O log é justamente isso: o registro das ações efetuadas pela urna eletrônica. É o que explica o professor do Centro de Informática da Universidade Federal de Pernambuco (UFPE) e integrante da Comissão de Transparência das Eleições do TSE André Santos. Ele assegura: "A partir do log não é possível chegar nos dados dos eleitores, muito menos nos votos".

 

No vídeo em questão, uma pessoa diz que vai apresentar um "tutorial de como descriptografar o log de urna eletrônica". O autor do vídeo baixa o log no portal do TSE, descompacta o arquivo e abre o documento no programa Bloco de Notas.

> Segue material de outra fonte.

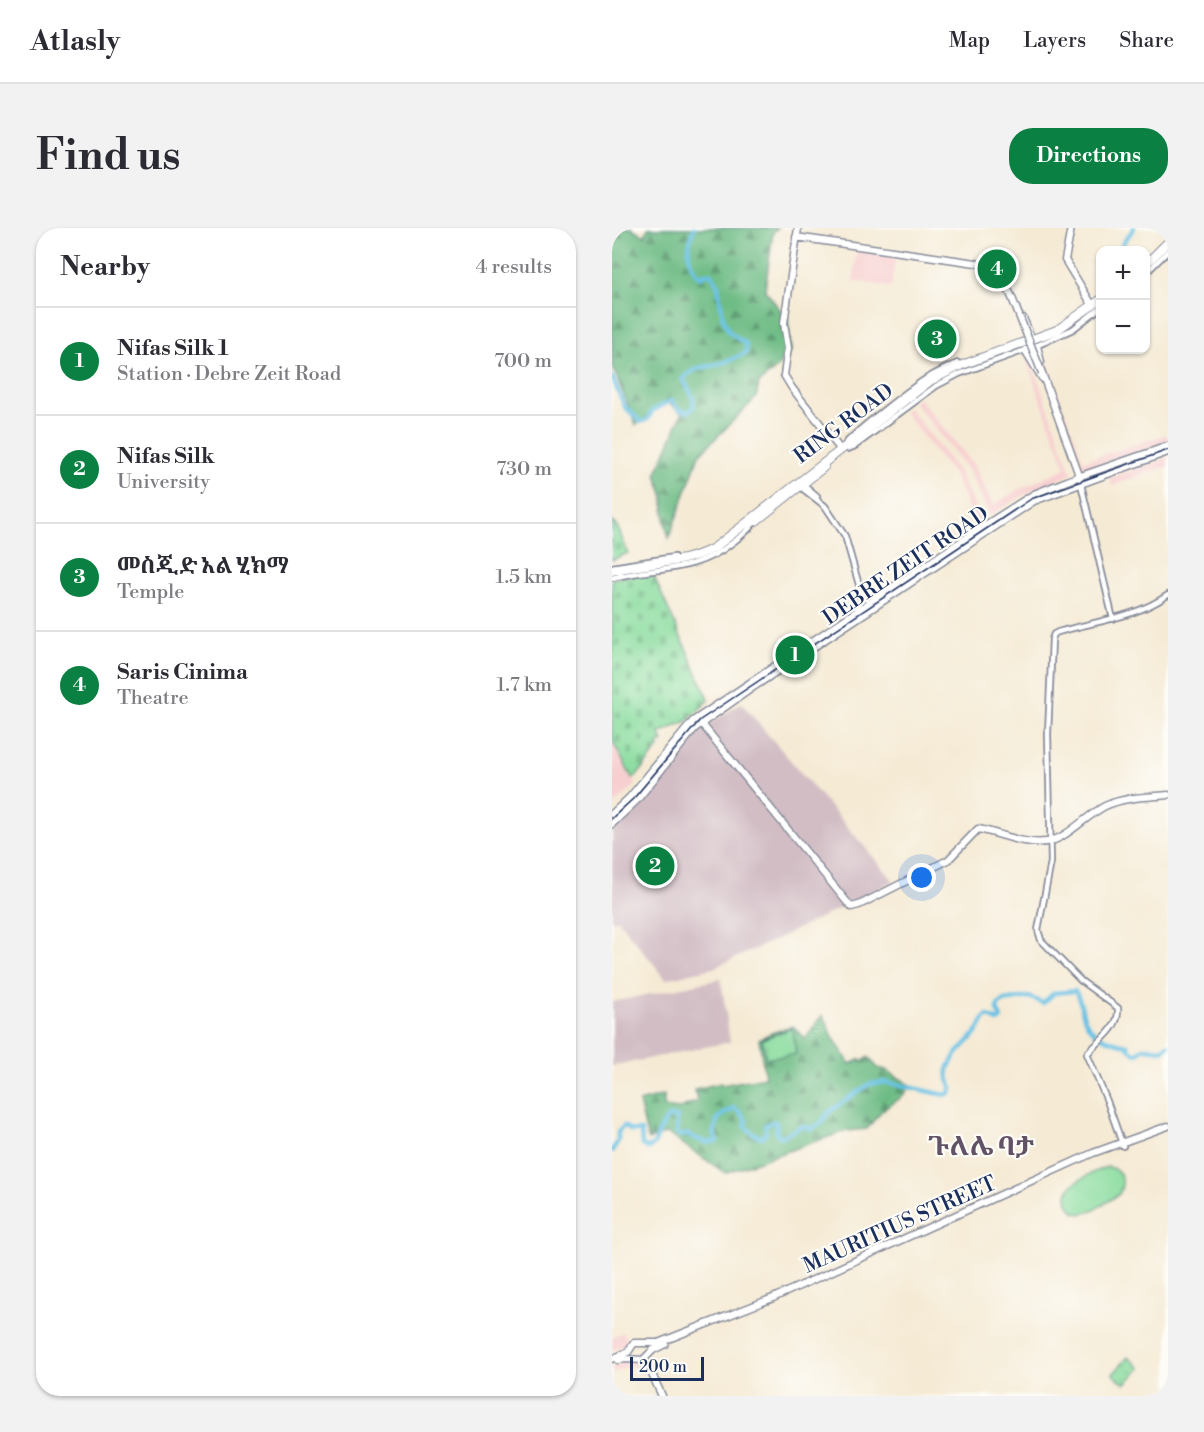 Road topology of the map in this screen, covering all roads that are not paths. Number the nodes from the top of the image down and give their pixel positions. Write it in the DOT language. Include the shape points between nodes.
graph roads {
  1 [pos="798,228"];
  2 [pos="1071,228"];
  3 [pos="796,237"];
  4 [pos="1168,237"];
  5 [pos="1168,242"];
  6 [pos="1168,247"];
  7 [pos="1168,252"];
  8 [pos="1150,261"];
  9 [pos="1150,262"];
  10 [pos="1150,263"];
  11 [pos="1150,263"];
  12 [pos="1096,302"];
  13 [pos="1091,303"];
  14 [pos="1015,305"];
  15 [pos="1096,305"];
  16 [pos="1096,307"];
  17 [pos="1031,337"];
  18 [pos="1037,346"];
  19 [pos="1025,350"];
  20 [pos="1045,380"];
  21 [pos="1168,446"];
  22 [pos="844,447"];
  23 [pos="1168,452"];
  24 [pos="1076,477"];
  25 [pos="1078,485"];
  26 [pos="803,486"];
  27 [pos="751,522"];
  28 [pos="856,569"];
  29 [pos="612,573"];
  30 [pos="1168,595"];
  31 [pos="878,597"];
  32 [pos="857,611"];
  33 [pos="1113,619"];
  34 [pos="701,723"];
  35 [pos="1168,795"];
  36 [pos="612,814"];
  37 [pos="612,824"];
  38 [pos="1051,842"];
  39 [pos="1168,1128"];
  40 [pos="1122,1145"];
  41 [pos="645,1344"];
  42 [pos="630,1347"];
  43 [pos="642,1358"];
  44 [pos="612,1361"];
  45 [pos="660,1396"];
  1 -- 3 [label="main road"];
  2 -- 13 [label="main road" via="1065,260"];
  3 -- 14 [label="main road" via="976,263 1001,278"];
  3 -- 22 [label="main road" via="784,323 788,348 784,375"];
  4 -- 8 [label="street"];
  5 -- 9 [label="highway"];
  6 -- 10 [label="highway"];
  7 -- 11 [label="street"];
  12 -- 13 [label="street"];
  13 -- 17 [label="street" via="1065,322"];
  14 -- 17 [label="main road"];
  14 -- 20 [label="main road, bridge"];
  15 -- 22 [label="highway, RING ROAD" via="1046,335 937,376"];
  16 -- 18 [label="street, RING ROAD" via="1073,329"];
  17 -- 22 [label="street" via="928,378 861,428"];
  18 -- 19 [label="street, RING ROAD"];
  18 -- 20 [label="main road"];
  19 -- 20 [label="main road"];
  19 -- 22 [label="street, RING ROAD" via="936,386 855,446"];
  20 -- 24 [label="main road"];
  21 -- 24 [label="main road, DEBRE ZEIT ROAD"];
  22 -- 26 [label="highway, RING ROAD"];
  23 -- 25 [label="main road, DEBRE ZEIT ROAD"];
  24 -- 25 [label="main road"];
  24 -- 31 [label="main road, DEBRE ZEIT ROAD" via="1022,501"];
  25 -- 33 [label="street"];
  25 -- 34 [label="main road, DEBRE ZEIT ROAD" via="1031,503"];
  26 -- 27 [label="highway, RING ROAD"];
  26 -- 27 [label="highway, RING ROAD"];
  26 -- 28 [label="street" via="826,504 846,531"];
  27 -- 29 [label="highway, RING ROAD" via="717,550 694,561"];
  28 -- 31 [label="street" via="863,588"];
  28 -- 32 [label="street" via="861,592"];
  30 -- 33 [label="street"];
  31 -- 32 [label="main road, DEBRE ZEIT ROAD"];
  32 -- 36 [label="main road, DEBRE ZEIT ROAD" via="693,721"];
  33 -- 38 [label="street" via="1062,631 1053,638 1048,696"];
  34 -- 37 [label="main road, DEBRE ZEIT ROAD"];
  34 -- 38 [label="main road" via="851,907 948,860 978,829"];
  35 -- 38 [label="main road" via="1125,799 1107,805"];
  38 -- 40 [label="street" via="1039,937 1091,990 1116,1005 1117,1017 1102,1041 1087,1054"];
  39 -- 40 [label="main road, MAURITIUS STREET"];
  40 -- 41 [label="main road, MAURITIUS STREET" via="1093,1153 1004,1192 773,1298 659,1343"];
  40 -- 43 [label="main road, MAURITIUS STREET" via="775,1300 660,1346"];
  41 -- 42 [label="main road" via="637,1342"];
  41 -- 43 [label="main road" via="648,1349"];
  42 -- 43 [label="main road" via="630,1354"];
  42 -- 44 [label="main road"];
  43 -- 44 [label="main road"];
  43 -- 45 [label="main road"];
}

Ele afirma que, por meio desse processo, é possível saber os votos dos eleitores.

O passo a passo mostrado no vídeo também foi examinado pelo professor de Engenharia de Computação da Escola Politécnica da Universidade de São Paulo (USP) Marcos Simplício, vice-coordenador do convênio USP-TSE cujo objetivo é analisar a segurança do sistema de votação brasileiro. "Simplesmente, o 'hacker', com muitas aspas aqui, abre o arquivo de texto contendo o log da urna, que é essencialmente um 'diário de bordo' do equipamento", explica. "Não há em local algum do log quais foram os votos lançados, nem uma associação entre o eleitor e o voto lançado".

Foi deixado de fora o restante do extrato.